Recorded data
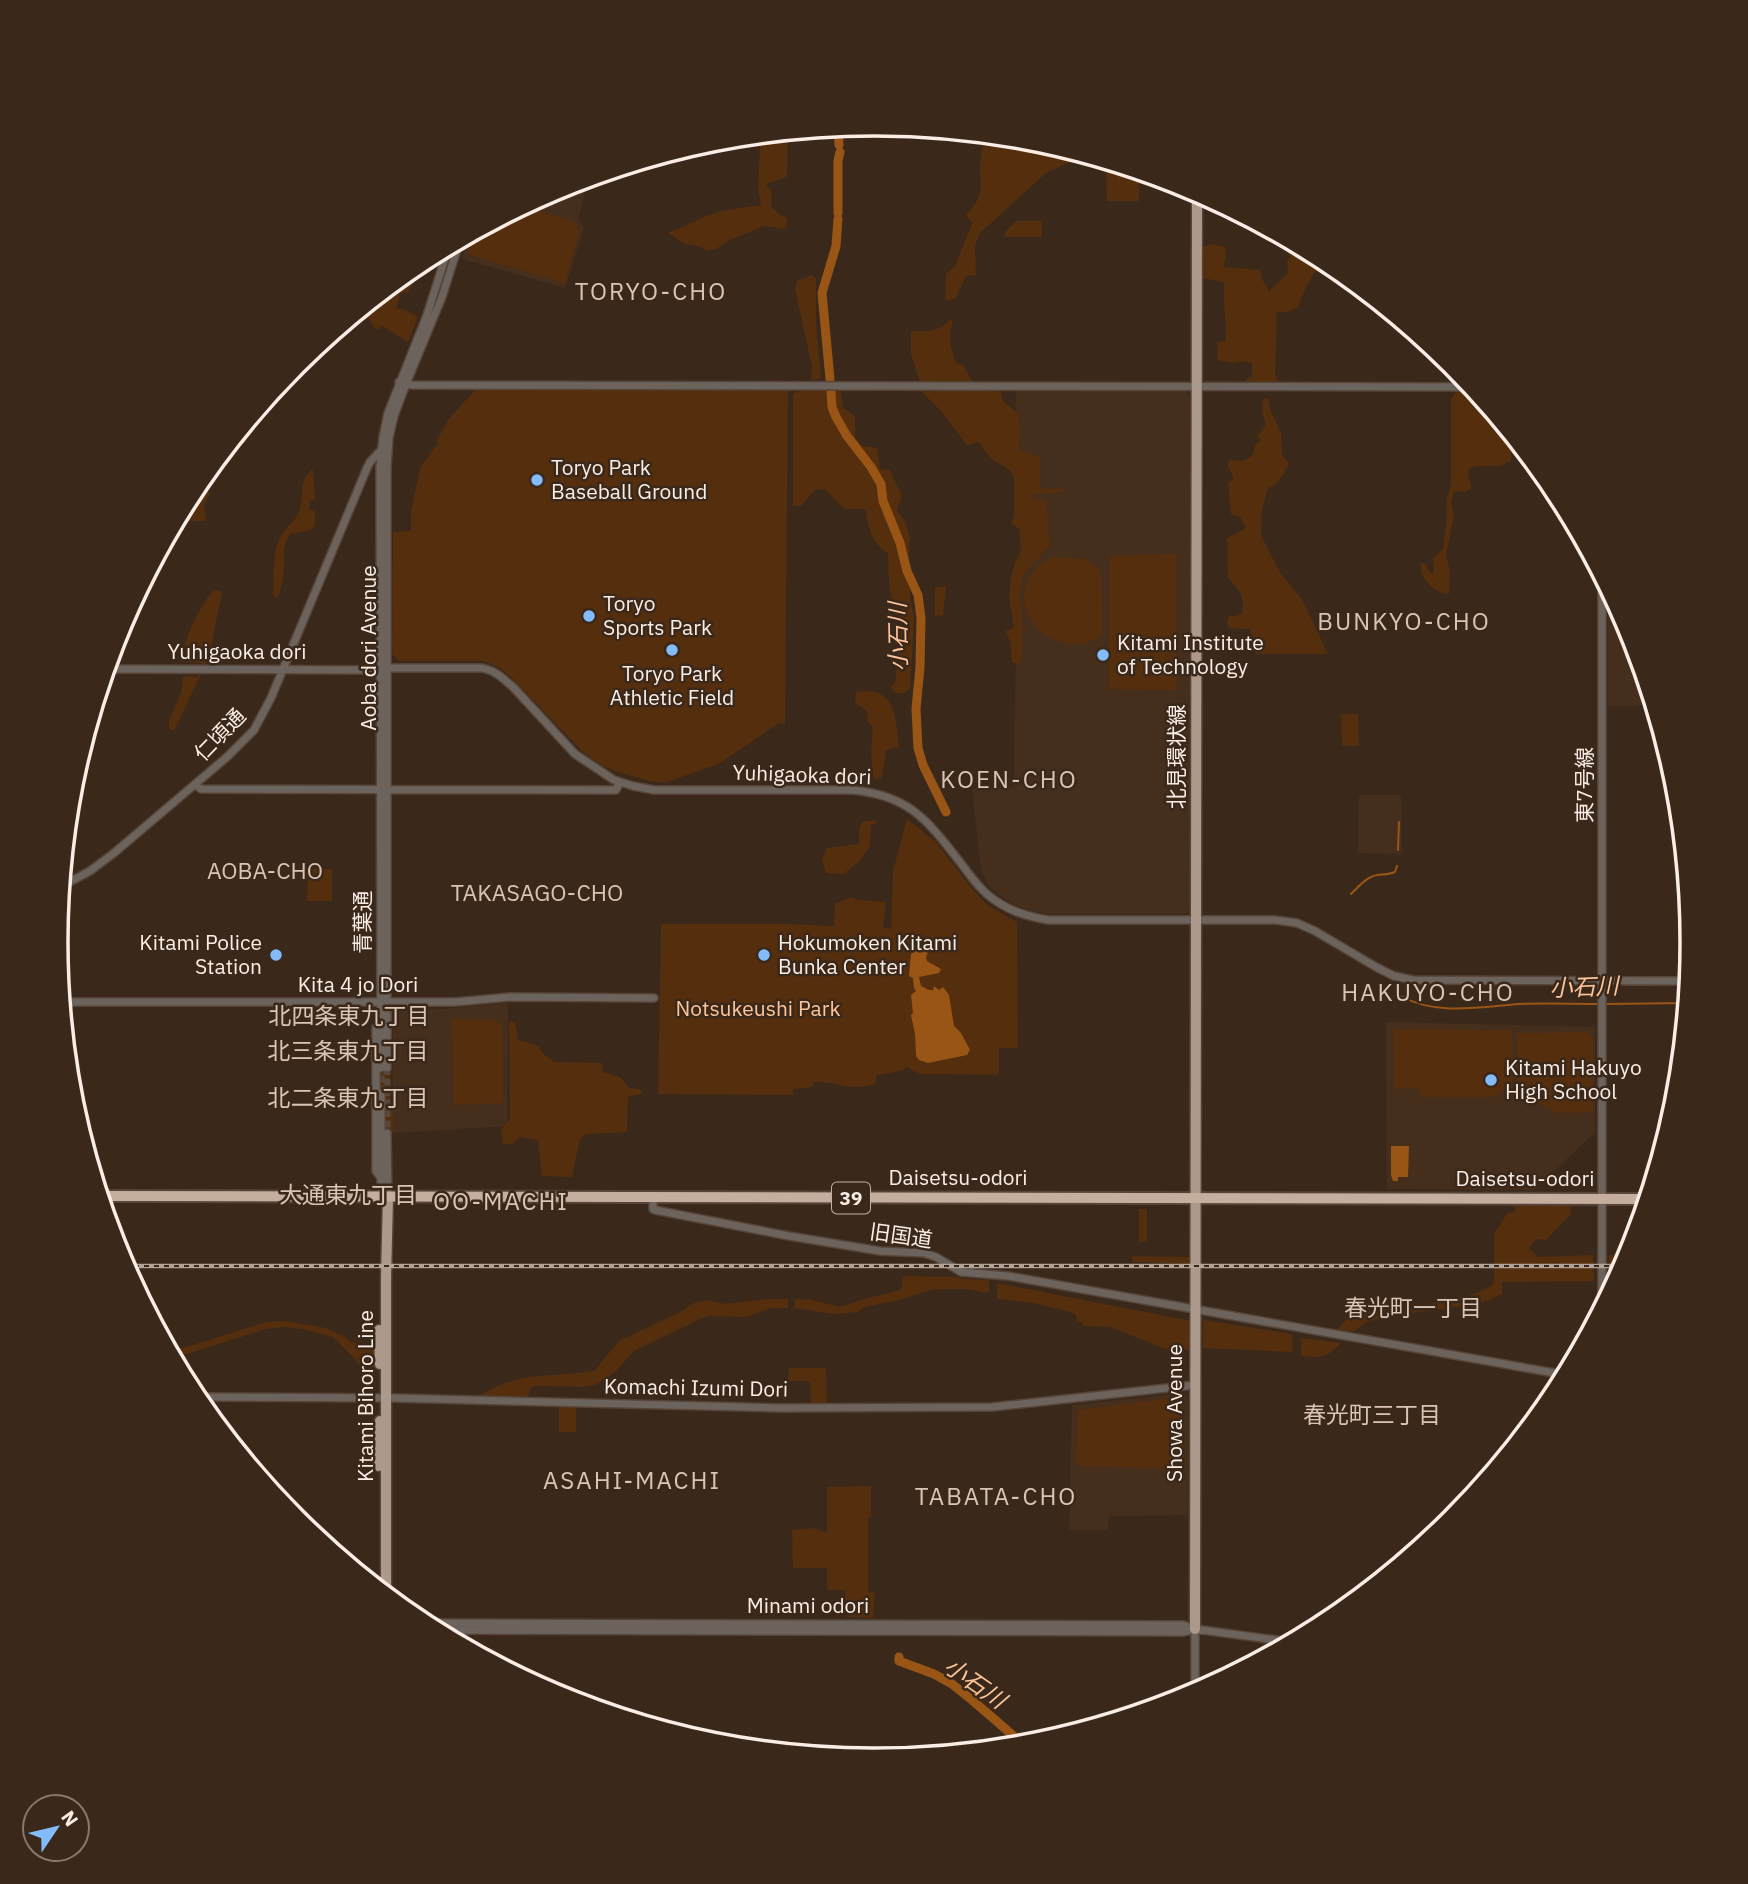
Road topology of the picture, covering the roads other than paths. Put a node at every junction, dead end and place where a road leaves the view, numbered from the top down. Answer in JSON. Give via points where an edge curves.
{"nodes":[{"id":1,"x":1197,"y":205,"type":"edge"},
{"id":2,"x":456,"y":253,"type":"edge"},
{"id":3,"x":444,"y":261,"type":"edge"},
{"id":4,"x":402,"y":383,"type":"junction"},
{"id":5,"x":1198,"y":386,"type":"junction"},
{"id":6,"x":1458,"y":387,"type":"edge"},
{"id":7,"x":389,"y":442,"type":"junction"},
{"id":8,"x":382,"y":449,"type":"junction"},
{"id":9,"x":1602,"y":597,"type":"edge"},
{"id":10,"x":383,"y":668,"type":"junction"},
{"id":11,"x":116,"y":669,"type":"edge"},
{"id":12,"x":283,"y":669,"type":"junction"},
{"id":13,"x":620,"y":782,"type":"junction"},
{"id":14,"x":195,"y":784,"type":"junction"},
{"id":15,"x":383,"y":790,"type":"junction"},
{"id":16,"x":71,"y":881,"type":"edge"},
{"id":17,"x":1195,"y":921,"type":"junction"},
{"id":18,"x":1601,"y":981,"type":"junction"},
{"id":19,"x":1679,"y":981,"type":"edge"},
{"id":20,"x":653,"y":998,"type":"dead end"},
{"id":21,"x":71,"y":1002,"type":"edge"},
{"id":22,"x":384,"y":1002,"type":"junction"},
{"id":23,"x":384,"y":1068,"type":"tunnel mouth"},
{"id":24,"x":381,"y":1093,"type":"tunnel mouth"},
{"id":25,"x":387,"y":1133,"type":"tunnel mouth"},
{"id":26,"x":381,"y":1178,"type":"junction"},
{"id":27,"x":110,"y":1196,"type":"edge"},
{"id":28,"x":384,"y":1197,"type":"junction"},
{"id":29,"x":653,"y":1198,"type":"junction"},
{"id":30,"x":1195,"y":1198,"type":"junction"},
{"id":31,"x":1601,"y":1199,"type":"junction"},
{"id":32,"x":1638,"y":1199,"type":"edge"},
{"id":33,"x":1602,"y":1287,"type":"edge"},
{"id":34,"x":1195,"y":1310,"type":"junction"},
{"id":35,"x":1555,"y":1373,"type":"edge"},
{"id":36,"x":1195,"y":1385,"type":"junction"},
{"id":37,"x":209,"y":1397,"type":"edge"},
{"id":38,"x":383,"y":1398,"type":"junction"},
{"id":39,"x":379,"y":1578,"type":"edge"},
{"id":40,"x":386,"y":1583,"type":"edge"},
{"id":41,"x":444,"y":1623,"type":"edge"},
{"id":42,"x":1195,"y":1629,"type":"junction"},
{"id":43,"x":455,"y":1630,"type":"edge"},
{"id":44,"x":1277,"y":1640,"type":"edge"},
{"id":45,"x":1195,"y":1680,"type":"edge"}],
"edges":[{"from":1,"to":5,"type":"main road","name":"北見環状線"},
{"from":2,"to":4,"type":"street","name":"Aoba dori Avenue","via":[[442,297]]},
{"from":3,"to":4,"type":"street","name":"Aoba dori Avenue"},
{"from":4,"to":5,"type":"street"},
{"from":4,"to":7,"type":"street","name":"Aoba dori Avenue"},
{"from":4,"to":8,"type":"street","name":"Aoba dori Avenue","via":[[388,413]]},
{"from":5,"to":6,"type":"street"},
{"from":5,"to":17,"type":"main road","name":"北見環状線"},
{"from":7,"to":8,"type":"street","name":"仁頃通"},
{"from":7,"to":10,"type":"street","name":"Aoba dori Avenue"},
{"from":8,"to":10,"type":"street","name":"Aoba dori Avenue"},
{"from":8,"to":12,"type":"street","name":"仁頃通","via":[[370,462]]},
{"from":9,"to":18,"type":"street","name":"東7号線"},
{"from":10,"to":12,"type":"street","name":"Yuhigaoka dori"},
{"from":10,"to":13,"type":"street","name":"Yuhigaoka dori","via":[[492,670],[575,754]]},
{"from":10,"to":15,"type":"street","name":"Aoba dori Avenue"},
{"from":11,"to":12,"type":"street","name":"Yuhigaoka dori"},
{"from":12,"to":14,"type":"street","name":"仁頃通","via":[[254,730]]},
{"from":13,"to":15,"type":"street","via":[[616,790]]},
{"from":13,"to":17,"type":"street","name":"Yuhigaoka dori","via":[[654,790],[877,793],[923,818],[986,894],[1016,912],[1048,920]]},
{"from":14,"to":15,"type":"street","via":[[201,789]]},
{"from":14,"to":16,"type":"street","name":"仁頃通","via":[[90,871]]},
{"from":15,"to":22,"type":"street","name":"Aoba dori Avenue"},
{"from":17,"to":18,"type":"street","name":"Yuhigaoka dori","via":[[1297,923],[1376,967],[1413,980]]},
{"from":17,"to":30,"type":"main road","name":"北見環状線"},
{"from":18,"to":19,"type":"street","name":"Yuhigaoka dori"},
{"from":18,"to":31,"type":"street","name":"東7号線"},
{"from":20,"to":22,"type":"street","name":"Kita 4 jo Dori"},
{"from":21,"to":22,"type":"street","name":"Kita 4 jo Dori"},
{"from":22,"to":23,"type":"street","name":"Aoba dori Avenue"},
{"from":22,"to":26,"type":"street","via":[[376,1014],[376,1171]]},
{"from":24,"to":26,"type":"street"},
{"from":25,"to":28,"type":"street"},
{"from":26,"to":28,"type":"street"},
{"from":27,"to":28,"type":"highway","name":"Daisetsu-odori","number":"39"},
{"from":28,"to":29,"type":"highway","name":"Daisetsu-odori","number":"39"},
{"from":28,"to":38,"type":"main road","name":"Kitami Bihoro Line"},
{"from":29,"to":30,"type":"highway","name":"Daisetsu-odori","number":"39"},
{"from":29,"to":34,"type":"street","name":"旧国道","via":[[653,1209],[678,1216],[880,1251],[924,1253],[961,1272],[1008,1276]]},
{"from":30,"to":31,"type":"highway","name":"Daisetsu-odori","number":"39"},
{"from":30,"to":34,"type":"main road","name":"Showa Avenue"},
{"from":31,"to":32,"type":"highway","name":"Daisetsu-odori","number":"39"},
{"from":31,"to":33,"type":"street","name":"東7号線"},
{"from":34,"to":35,"type":"street"},
{"from":34,"to":36,"type":"main road","name":"Showa Avenue"},
{"from":36,"to":38,"type":"street","name":"Komachi Izumi Dori","via":[[992,1407],[782,1408]]},
{"from":36,"to":42,"type":"main road","name":"Showa Avenue"},
{"from":37,"to":38,"type":"street","name":"Komachi Izumi Dori"},
{"from":38,"to":39,"type":"main road","name":"Kitami Bihoro Line"},
{"from":38,"to":40,"type":"main road","name":"Kitami Bihoro Line"},
{"from":41,"to":42,"type":"street","name":"Minami odori","via":[[1183,1625]]},
{"from":42,"to":43,"type":"street","name":"Minami odori"},
{"from":42,"to":44,"type":"street","name":"Minami odori"},
{"from":42,"to":45,"type":"street"}]}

Task requirements
Can you retype every record above exactly, leaving out the pictures?

Answer section
Road topology of the picture, covering the roads other than paths. Put a node at every junction, dead end and place where a road leaves the view, numbered from the top down. Answer in JSON. Give via points where an edge curves.
{"nodes":[{"id":1,"x":1197,"y":205,"type":"edge"},
{"id":2,"x":456,"y":253,"type":"edge"},
{"id":3,"x":444,"y":261,"type":"edge"},
{"id":4,"x":402,"y":383,"type":"junction"},
{"id":5,"x":1198,"y":386,"type":"junction"},
{"id":6,"x":1458,"y":387,"type":"edge"},
{"id":7,"x":389,"y":442,"type":"junction"},
{"id":8,"x":382,"y":449,"type":"junction"},
{"id":9,"x":1602,"y":597,"type":"edge"},
{"id":10,"x":383,"y":668,"type":"junction"},
{"id":11,"x":116,"y":669,"type":"edge"},
{"id":12,"x":283,"y":669,"type":"junction"},
{"id":13,"x":620,"y":782,"type":"junction"},
{"id":14,"x":195,"y":784,"type":"junction"},
{"id":15,"x":383,"y":790,"type":"junction"},
{"id":16,"x":71,"y":881,"type":"edge"},
{"id":17,"x":1195,"y":921,"type":"junction"},
{"id":18,"x":1601,"y":981,"type":"junction"},
{"id":19,"x":1679,"y":981,"type":"edge"},
{"id":20,"x":653,"y":998,"type":"dead end"},
{"id":21,"x":71,"y":1002,"type":"edge"},
{"id":22,"x":384,"y":1002,"type":"junction"},
{"id":23,"x":384,"y":1068,"type":"tunnel mouth"},
{"id":24,"x":381,"y":1093,"type":"tunnel mouth"},
{"id":25,"x":387,"y":1133,"type":"tunnel mouth"},
{"id":26,"x":381,"y":1178,"type":"junction"},
{"id":27,"x":110,"y":1196,"type":"edge"},
{"id":28,"x":384,"y":1197,"type":"junction"},
{"id":29,"x":653,"y":1198,"type":"junction"},
{"id":30,"x":1195,"y":1198,"type":"junction"},
{"id":31,"x":1601,"y":1199,"type":"junction"},
{"id":32,"x":1638,"y":1199,"type":"edge"},
{"id":33,"x":1602,"y":1287,"type":"edge"},
{"id":34,"x":1195,"y":1310,"type":"junction"},
{"id":35,"x":1555,"y":1373,"type":"edge"},
{"id":36,"x":1195,"y":1385,"type":"junction"},
{"id":37,"x":209,"y":1397,"type":"edge"},
{"id":38,"x":383,"y":1398,"type":"junction"},
{"id":39,"x":379,"y":1578,"type":"edge"},
{"id":40,"x":386,"y":1583,"type":"edge"},
{"id":41,"x":444,"y":1623,"type":"edge"},
{"id":42,"x":1195,"y":1629,"type":"junction"},
{"id":43,"x":455,"y":1630,"type":"edge"},
{"id":44,"x":1277,"y":1640,"type":"edge"},
{"id":45,"x":1195,"y":1680,"type":"edge"}],
"edges":[{"from":1,"to":5,"type":"main road","name":"北見環状線"},
{"from":2,"to":4,"type":"street","name":"Aoba dori Avenue","via":[[442,297]]},
{"from":3,"to":4,"type":"street","name":"Aoba dori Avenue"},
{"from":4,"to":5,"type":"street"},
{"from":4,"to":7,"type":"street","name":"Aoba dori Avenue"},
{"from":4,"to":8,"type":"street","name":"Aoba dori Avenue","via":[[388,413]]},
{"from":5,"to":6,"type":"street"},
{"from":5,"to":17,"type":"main road","name":"北見環状線"},
{"from":7,"to":8,"type":"street","name":"仁頃通"},
{"from":7,"to":10,"type":"street","name":"Aoba dori Avenue"},
{"from":8,"to":10,"type":"street","name":"Aoba dori Avenue"},
{"from":8,"to":12,"type":"street","name":"仁頃通","via":[[370,462]]},
{"from":9,"to":18,"type":"street","name":"東7号線"},
{"from":10,"to":12,"type":"street","name":"Yuhigaoka dori"},
{"from":10,"to":13,"type":"street","name":"Yuhigaoka dori","via":[[492,670],[575,754]]},
{"from":10,"to":15,"type":"street","name":"Aoba dori Avenue"},
{"from":11,"to":12,"type":"street","name":"Yuhigaoka dori"},
{"from":12,"to":14,"type":"street","name":"仁頃通","via":[[254,730]]},
{"from":13,"to":15,"type":"street","via":[[616,790]]},
{"from":13,"to":17,"type":"street","name":"Yuhigaoka dori","via":[[654,790],[877,793],[923,818],[986,894],[1016,912],[1048,920]]},
{"from":14,"to":15,"type":"street","via":[[201,789]]},
{"from":14,"to":16,"type":"street","name":"仁頃通","via":[[90,871]]},
{"from":15,"to":22,"type":"street","name":"Aoba dori Avenue"},
{"from":17,"to":18,"type":"street","name":"Yuhigaoka dori","via":[[1297,923],[1376,967],[1413,980]]},
{"from":17,"to":30,"type":"main road","name":"北見環状線"},
{"from":18,"to":19,"type":"street","name":"Yuhigaoka dori"},
{"from":18,"to":31,"type":"street","name":"東7号線"},
{"from":20,"to":22,"type":"street","name":"Kita 4 jo Dori"},
{"from":21,"to":22,"type":"street","name":"Kita 4 jo Dori"},
{"from":22,"to":23,"type":"street","name":"Aoba dori Avenue"},
{"from":22,"to":26,"type":"street","via":[[376,1014],[376,1171]]},
{"from":24,"to":26,"type":"street"},
{"from":25,"to":28,"type":"street"},
{"from":26,"to":28,"type":"street"},
{"from":27,"to":28,"type":"highway","name":"Daisetsu-odori","number":"39"},
{"from":28,"to":29,"type":"highway","name":"Daisetsu-odori","number":"39"},
{"from":28,"to":38,"type":"main road","name":"Kitami Bihoro Line"},
{"from":29,"to":30,"type":"highway","name":"Daisetsu-odori","number":"39"},
{"from":29,"to":34,"type":"street","name":"旧国道","via":[[653,1209],[678,1216],[880,1251],[924,1253],[961,1272],[1008,1276]]},
{"from":30,"to":31,"type":"highway","name":"Daisetsu-odori","number":"39"},
{"from":30,"to":34,"type":"main road","name":"Showa Avenue"},
{"from":31,"to":32,"type":"highway","name":"Daisetsu-odori","number":"39"},
{"from":31,"to":33,"type":"street","name":"東7号線"},
{"from":34,"to":35,"type":"street"},
{"from":34,"to":36,"type":"main road","name":"Showa Avenue"},
{"from":36,"to":38,"type":"street","name":"Komachi Izumi Dori","via":[[992,1407],[782,1408]]},
{"from":36,"to":42,"type":"main road","name":"Showa Avenue"},
{"from":37,"to":38,"type":"street","name":"Komachi Izumi Dori"},
{"from":38,"to":39,"type":"main road","name":"Kitami Bihoro Line"},
{"from":38,"to":40,"type":"main road","name":"Kitami Bihoro Line"},
{"from":41,"to":42,"type":"street","name":"Minami odori","via":[[1183,1625]]},
{"from":42,"to":43,"type":"street","name":"Minami odori"},
{"from":42,"to":44,"type":"street","name":"Minami odori"},
{"from":42,"to":45,"type":"street"}]}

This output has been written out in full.